In this post, I’m playing with releasing a subset of libraries from a Maven monorepo.

Nothing simpler that a git repo that contains just one Maven project without Maven modules. Everything is simple: versioning, releasing, creating the automatic CI/CD pipeline… until the time when the second project comes.

If the second project is totally unrelated to the first one, you might as well create a second git repository. Arguably, some copy pasting will be annoying, e.g. copy pasting the CI/CD pipeline, setting up again the credentials required to authenticate against the remote Maven repository. But it’s not the end of the world. Maybe with some tooling, you can even coordinate things like upgrading common non-functional stuff like checkstyle.

On the other hand, if the second project depends on the first one, things are a bit more difficult. The change cycle is longer. You need to first implement the change on the first project, publish it to the Maven repository, consume it on the second project. If a mistake was made, you need to make a patch release on the first project. There’s more ceremony.

A monorepo starts to sound like a better solution. Setup one and only one git repository where all your Maven projects live, under a common parent Maven project. Life is good again, all source code is at your fingertips and you can change multiple libraries in a single commit.

But then you need to publish your libraries to a remote Maven repository (because they’re so awesome). And now versioning becomes a bit more complicated.

Let’s see what happens if we use the maven release plugin. Preparing the release with mvn release:prepare will do the following:

  • interactively ask for the next release version for each library
  • interactively ask for the next snapshot version for each library
  • interactively ask for the git tag
  • create a commit with the release versions and tag it
  • create a follow-up commit setting the snapshot versions

Performing the release with mvn release:perform will deploy the release versions to the remote Maven repository.
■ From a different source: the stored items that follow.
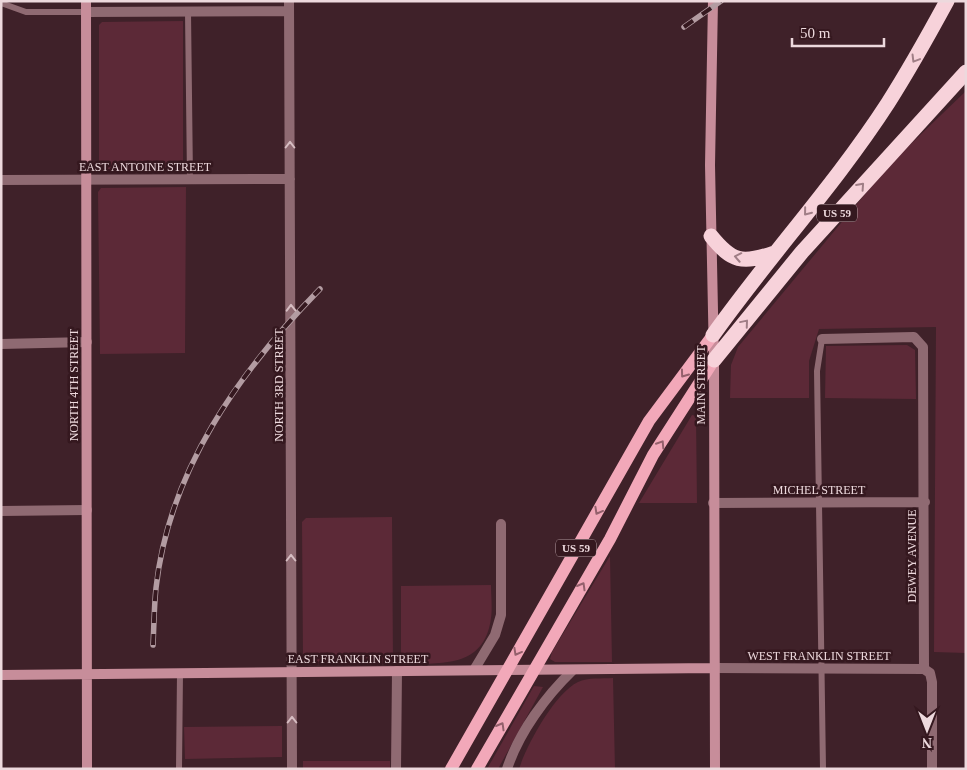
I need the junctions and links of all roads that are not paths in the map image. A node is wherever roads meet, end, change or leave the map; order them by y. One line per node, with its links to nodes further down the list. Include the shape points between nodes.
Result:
1 (713, 1): 12 (street, MAIN STREET)
2 (947, 1): 13 (highway, US 59, one-way to 13, via 887,104)
3 (1, 2): 5 (lane, via 26,12)
4 (289, 6): 6 (street); 8 (street, NORTH 3RD STREET, one-way to 4)
5 (86, 7): 6 (street); 11 (street, NORTH 4TH STREET)
6 (188, 12): 9 (lane)
7 (966, 72): 18 (highway, US 59, one-way to 7, via 802,252)
8 (290, 178): 9 (street, EAST ANTOINE STREET); 33 (street, NORTH 3RD STREET, one-way to 8)
9 (190, 179): 11 (street, EAST ANTOINE STREET)
10 (1, 180): 11 (street, EAST ANTOINE STREET)
11 (86, 180): 16 (street, NORTH 4TH STREET)
12 (711, 236): 13 (highway, one-way to 12, via 755,260 738,258 726,254); 14 (street, MAIN STREET)
13 (774, 253): 14 (highway, US 59)
14 (713, 335): 18 (street, MAIN STREET); 29 (main road, US 59, one-way to 29, via 650,421)
15 (822, 339): 19 (lane, via 817,371); 20 (street, DEWEY AVENUE, via 914,337 924,347)
16 (87, 342): 17 (street); 22 (street, NORTH 4TH STREET)
17 (1, 344)
18 (714, 360): 21 (street, MAIN STREET); 32 (main road, US 59, one-way to 18, via 610,539 654,455)
19 (820, 502): 20 (street, MICHEL STREET); 21 (street, MICHEL STREET); 26 (lane)
20 (925, 502): 27 (street, DEWEY AVENUE)
21 (713, 503): 25 (street, MAIN STREET)
22 (87, 510): 23 (street); 36 (street, NORTH 4TH STREET)
23 (1, 511)
24 (501, 524): 28 (street, via 501,615 496,635)
25 (714, 668): 26 (street, WEST FRANKLIN STREET); 30 (street, EAST FRANKLIN STREET); 44 (street, MAIN STREET)
26 (823, 668): 27 (street, WEST FRANKLIN STREET); 45 (lane)
27 (924, 668): 46 (street, DEWEY AVENUE, via 930,673 932,682)
28 (474, 670): 29 (street, EAST FRANKLIN STREET); 31 (street, EAST FRANKLIN STREET)
29 (507, 670): 32 (street, EAST FRANKLIN STREET); 41 (main road, US 59)
30 (573, 670): 32 (street, EAST FRANKLIN STREET); 43 (street, via 537,713)
31 (397, 671): 33 (street, EAST FRANKLIN STREET); 40 (street)
32 (533, 671): 42 (main road, US 59, one-way to 32)
33 (292, 672): 34 (street, EAST FRANKLIN STREET); 39 (street, NORTH 3RD STREET, one-way to 33)
34 (180, 673): 36 (street, EAST FRANKLIN STREET); 38 (lane)
35 (1, 674): 36 (street, EAST FRANKLIN STREET)
36 (87, 674): 37 (street, NORTH 4TH STREET)
37 (87, 769)
38 (179, 769)
39 (292, 769)
40 (396, 769)
41 (451, 769)
42 (477, 769)
43 (507, 769)
44 (715, 769)
45 (823, 769)
46 (932, 769)

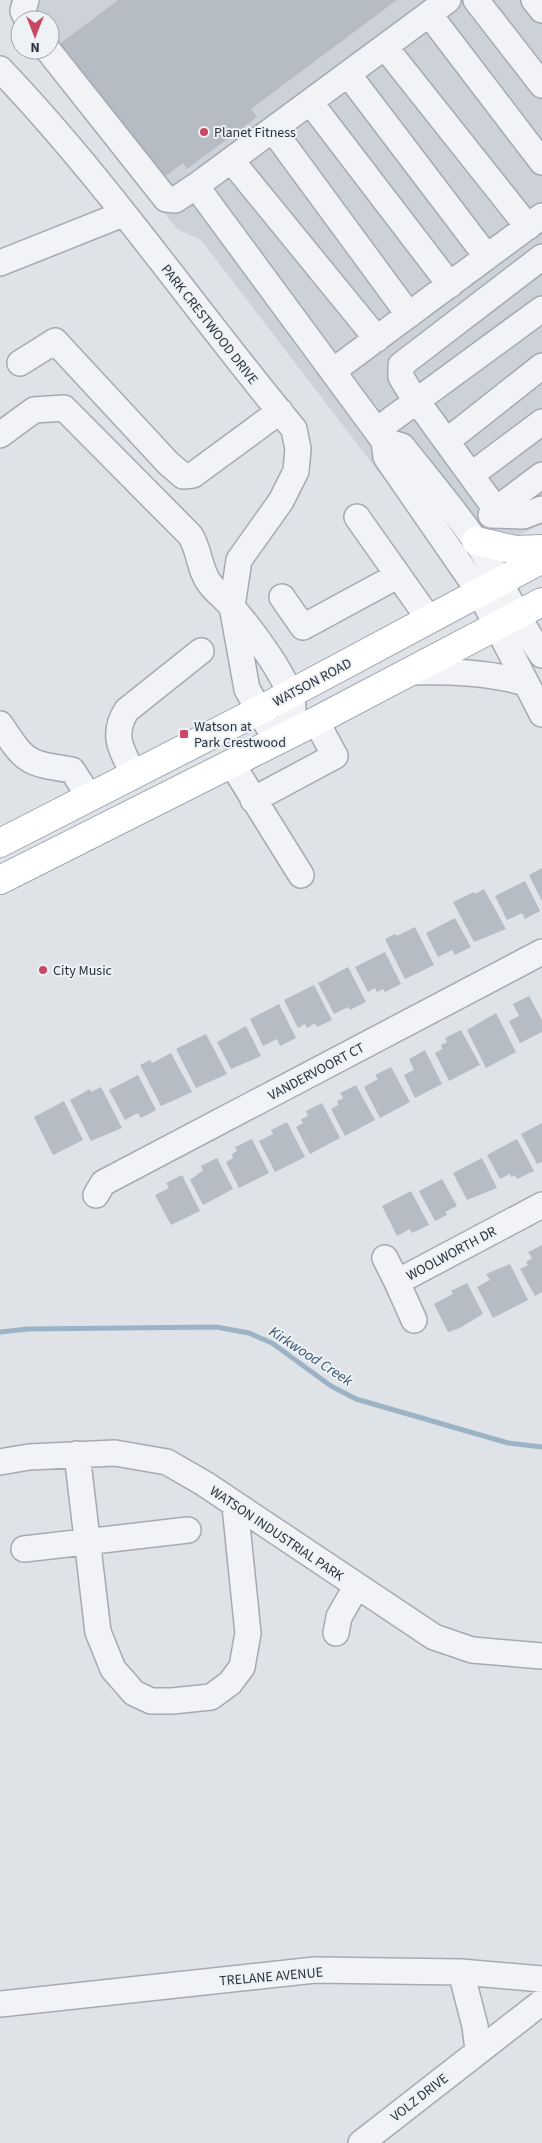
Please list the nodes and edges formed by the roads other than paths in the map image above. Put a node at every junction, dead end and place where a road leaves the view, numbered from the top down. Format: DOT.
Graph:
graph roads {
  1 [pos="476,0"];
  2 [pos="534,0"];
  3 [pos="439,7"];
  4 [pos="542,10"];
  5 [pos="385,46"];
  6 [pos="56,60"];
  7 [pos="0,69"];
  8 [pos="348,74"];
  9 [pos="542,85"];
  10 [pos="310,102"];
  11 [pos="273,130"];
  12 [pos="231,160"];
  13 [pos="542,162"];
  14 [pos="196,186"];
  15 [pos="123,214"];
  16 [pos="535,221"];
  17 [pos="487,257"];
  18 [pos="542,257"];
  19 [pos="0,263"];
  20 [pos="450,285"];
  21 [pos="542,309"];
  22 [pos="409,315"];
  23 [pos="377,339"];
  24 [pos="20,363"];
  25 [pos="542,366"];
  26 [pos="333,372"];
  27 [pos="418,402"];
  28 [pos="280,411"];
  29 [pos="542,422"];
  30 [pos="0,435"];
  31 [pos="380,436"];
  32 [pos="447,441"];
  33 [pos="470,473"];
  34 [pos="542,475"];
  35 [pos="542,509"];
  36 [pos="503,512"];
  37 [pos="357,517"];
  38 [pos="476,541"];
  39 [pos="542,549"];
  40 [pos="542,559"];
  41 [pos="397,576"];
  42 [pos="490,587"];
  43 [pos="282,597"];
  44 [pos="232,606"];
  45 [pos="520,614"];
  46 [pos="428,620"];
  47 [pos="201,651"];
  48 [pos="542,655"];
  49 [pos="409,672"];
  50 [pos="526,683"];
  51 [pos="290,694"];
  52 [pos="258,711"];
  53 [pos="542,714"];
  54 [pos="316,721"];
  55 [pos="0,724"];
  56 [pos="285,737"];
  57 [pos="232,764"];
  58 [pos="133,773"];
  59 [pos="89,796"];
  60 [pos="253,800"];
  61 [pos="0,843"];
  62 [pos="301,874"];
  63 [pos="0,880"];
  64 [pos="542,952"];
  65 [pos="96,1195"];
  66 [pos="542,1205"];
  67 [pos="385,1258"];
  68 [pos="397,1282"];
  69 [pos="414,1320"];
  70 [pos="77,1454"];
  71 [pos="0,1462"];
  72 [pos="235,1506"];
  73 [pos="188,1530"];
  74 [pos="89,1547"];
  75 [pos="24,1549"];
  76 [pos="356,1587"];
  77 [pos="336,1633"];
  78 [pos="542,1656"];
  79 [pos="461,1972"];
  80 [pos="542,1979"];
  81 [pos="542,2002"];
  82 [pos="0,2004"];
  83 [pos="478,2050"];
  84 [pos="361,2143"];
  1 -- 9 [label="street"];
  2 -- 4 [label="street"];
  3 -- 5 [label="street"];
  3 -- 13 [label="street"];
  5 -- 8 [label="street"];
  5 -- 16 [label="street"];
  6 -- 14 [label="street"];
  7 -- 15 [label="street, PARK CRESTWOOD DRIVE"];
  8 -- 10 [label="street"];
  8 -- 17 [label="street"];
  10 -- 11 [label="street"];
  10 -- 20 [label="street"];
  11 -- 12 [label="street"];
  11 -- 22 [label="street"];
  12 -- 14 [label="street"];
  12 -- 23 [label="street"];
  14 -- 26 [label="street"];
  15 -- 19 [label="street"];
  15 -- 28 [label="street, PARK CRESTWOOD DRIVE"];
  16 -- 17 [label="street"];
  17 -- 20 [label="street"];
  18 -- 27 [label="street"];
  20 -- 22 [label="street"];
  21 -- 27 [label="street"];
  22 -- 23 [label="street"];
  23 -- 26 [label="street"];
  24 -- 28 [label="street"];
  25 -- 32 [label="street"];
  26 -- 31 [label="street"];
  27 -- 31 [label="street"];
  27 -- 32 [label="street"];
  28 -- 44 [label="street, PARK CRESTWOOD DRIVE"];
  29 -- 33 [label="street"];
  30 -- 44 [label="street"];
  31 -- 38 [label="street"];
  31 -- 42 [label="street"];
  32 -- 33 [label="street"];
  33 -- 36 [label="street"];
  34 -- 36 [label="street"];
  35 -- 36 [label="street"];
  37 -- 41 [label="street"];
  38 -- 39 [label="main road"];
  38 -- 42 [label="street"];
  40 -- 42 [label="main road, WATSON ROAD"];
  41 -- 43 [label="street"];
  41 -- 46 [label="street"];
  42 -- 45 [label="street"];
  42 -- 46 [label="main road, WATSON ROAD"];
  44 -- 51 [label="street"];
  44 -- 52 [label="street, PARK CRESTWOOD DRIVE"];
  45 -- 48 [label="street"];
  45 -- 49 [label="main road"];
  45 -- 50 [label="street"];
  46 -- 51 [label="main road, WATSON ROAD"];
  47 -- 58 [label="street"];
  49 -- 50 [label="street"];
  49 -- 54 [label="main road"];
  50 -- 53 [label="street"];
  51 -- 52 [label="main road, WATSON ROAD"];
  51 -- 56 [label="street"];
  52 -- 56 [label="street, PARK CRESTWOOD DRIVE"];
  52 -- 58 [label="main road, WATSON ROAD"];
  54 -- 56 [label="main road"];
  54 -- 60 [label="street"];
  55 -- 59 [label="street"];
  56 -- 57 [label="main road"];
  57 -- 60 [label="street"];
  57 -- 63 [label="main road"];
  58 -- 59 [label="main road, WATSON ROAD"];
  59 -- 61 [label="main road, WATSON ROAD"];
  60 -- 62 [label="street"];
  64 -- 65 [label="street, VANDERVOORT CT"];
  66 -- 68 [label="street, WOOLWORTH DR"];
  67 -- 68 [label="street"];
  68 -- 69 [label="street, WOOLWORTH DR"];
  70 -- 71 [label="street, WATSON INDUSTRIAL PARK"];
  70 -- 72 [label="street, WATSON INDUSTRIAL PARK"];
  70 -- 74 [label="street"];
  72 -- 74 [label="street"];
  72 -- 76 [label="street, WATSON INDUSTRIAL PARK"];
  73 -- 74 [label="street"];
  74 -- 75 [label="street"];
  76 -- 77 [label="street"];
  76 -- 78 [label="street, WATSON INDUSTRIAL PARK"];
  79 -- 80 [label="street, TRELANE AVENUE"];
  79 -- 82 [label="street, TRELANE AVENUE"];
  79 -- 83 [label="street"];
  81 -- 83 [label="street, VOLZ DRIVE"];
  83 -- 84 [label="street, VOLZ DRIVE"];
}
The thing is, this will deploy all of the libraries. If your monorepo contains multiple libraries, which are all related (think of Spring for example, or Jackson), then maybe this is perfect for you. Your libraries all form a logical product, so it makes sense to release them all in one go, even if there haven’t been any changes to some of them. The versioning will probably be simple as well, one version number for everything in the monorepo.

But in a monorepo where libraries are not necessarily related to each other, this doesn’t scale well. You’ll have to answer a lot of questions if you want to have control over the versions. You can also skip the excessive interrogation with -B for batch mode, but then all versions will be automatically chosen (if using SemVer policy, it will bump a minor version).

Deploying all of your libraries, even if they had no changes since their last release, might be confusing to your users, who might be wondering why they need to upgrade at all.

In my search for a better approach, I found two nice links:

The motivation behind the first article is sparse checkouts and git performance when you’re dealing with a huge monorepo that tests the boundaries of git. But the trick we’re using is the same: modify the parent pom file, keeping only a subset of the modules we are interested in.

An interesting detail is that they don’t commit pom.xml files at all into the monorepo, to avoid git noise. They commit pom.xml.template files, which are used to auto-generate pom.xml files based on the desired Maven modules and version numbers.

In my repo, I already have pom.xml files and I didn’t want to remove them for now, but I think the template approach they’re taking is better.

I hacked together some code to automate this (works on my machine), but the principle is the following:

  • Make a backup of the parent pom.xml in case things go wrong
  • Make sure we’re on the default branch and there aren’t any pending changes
  • Create a branch for the release
  • Modify the parent pom.xml, keeping only the modules we want to release
  • Commit the pom.xml
  • Prepare the release with mvn release:prepare. This will create two commits, one with the release versions and one with the next snapshot versions. The first commit will be tagged and the command will push the tag to the remote git repository.
  • Have a CI job pick up the pushed tag from the previous step and deploy to the remote Maven repository. When the job finishes, you have published your Maven artifacts.
  • Modify again the parent pom.xml, putting back all the modules.
  • Because the version of the parent pom.xml has changed, we need to fix that version in all child modules that were previously excluded from the parent pom (you might want to write some tooling for that).
  • Commit the modified pom.xml files, merge the release branch into the default branch and delete it

Bonus: in the era of gofmt, rustfmt, etc, I like formatters that are opinionated and are not configurable. I keep pom.xml files sorted with a Maven plugin:

mvn com.github.ekryd.sortpom:sortpom-maven-plugin:sort \
  -Dsort.createBackupFile=false

How can this be improved further?

  • First of all, dependencies. If a library has changed, it is probably a good idea to automatically publish any libraries that depend on it.
  • Second, I shouldn’t even have to tell it which libraries have changed. It should go through git history, since the previous release, and figure out what paths have changed.
  • Finally, changelog. It should be possible to go over the git history and create a somewhat organized changelog, dividing the changes by affected library.